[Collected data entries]
· · · ·
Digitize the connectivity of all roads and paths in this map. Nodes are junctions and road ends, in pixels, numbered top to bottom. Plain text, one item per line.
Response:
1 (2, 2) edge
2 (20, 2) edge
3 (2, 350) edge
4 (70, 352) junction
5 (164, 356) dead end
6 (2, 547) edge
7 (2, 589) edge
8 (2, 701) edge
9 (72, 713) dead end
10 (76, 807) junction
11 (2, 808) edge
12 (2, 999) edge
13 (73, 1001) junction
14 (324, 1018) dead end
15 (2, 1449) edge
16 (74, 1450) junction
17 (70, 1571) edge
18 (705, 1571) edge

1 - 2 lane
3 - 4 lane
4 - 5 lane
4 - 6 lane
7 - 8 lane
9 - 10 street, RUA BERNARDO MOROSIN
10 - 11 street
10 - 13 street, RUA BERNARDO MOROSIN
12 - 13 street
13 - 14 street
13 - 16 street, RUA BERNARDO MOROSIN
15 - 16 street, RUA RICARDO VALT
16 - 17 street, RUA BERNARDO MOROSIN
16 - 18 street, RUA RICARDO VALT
· · · ·
_EXERCISE DESCRIPTION:_ Transcribe all of the entries without alteration.

_RESULT OF THIS EXERCISE:_
Digitize the connectivity of all roads and paths in this map. Nodes are junctions and road ends, in pixels, numbered top to bottom. Plain text, one item per line.
Response:
1 (2, 2) edge
2 (20, 2) edge
3 (2, 350) edge
4 (70, 352) junction
5 (164, 356) dead end
6 (2, 547) edge
7 (2, 589) edge
8 (2, 701) edge
9 (72, 713) dead end
10 (76, 807) junction
11 (2, 808) edge
12 (2, 999) edge
13 (73, 1001) junction
14 (324, 1018) dead end
15 (2, 1449) edge
16 (74, 1450) junction
17 (70, 1571) edge
18 (705, 1571) edge

1 - 2 lane
3 - 4 lane
4 - 5 lane
4 - 6 lane
7 - 8 lane
9 - 10 street, RUA BERNARDO MOROSIN
10 - 11 street
10 - 13 street, RUA BERNARDO MOROSIN
12 - 13 street
13 - 14 street
13 - 16 street, RUA BERNARDO MOROSIN
15 - 16 street, RUA RICARDO VALT
16 - 17 street, RUA BERNARDO MOROSIN
16 - 18 street, RUA RICARDO VALT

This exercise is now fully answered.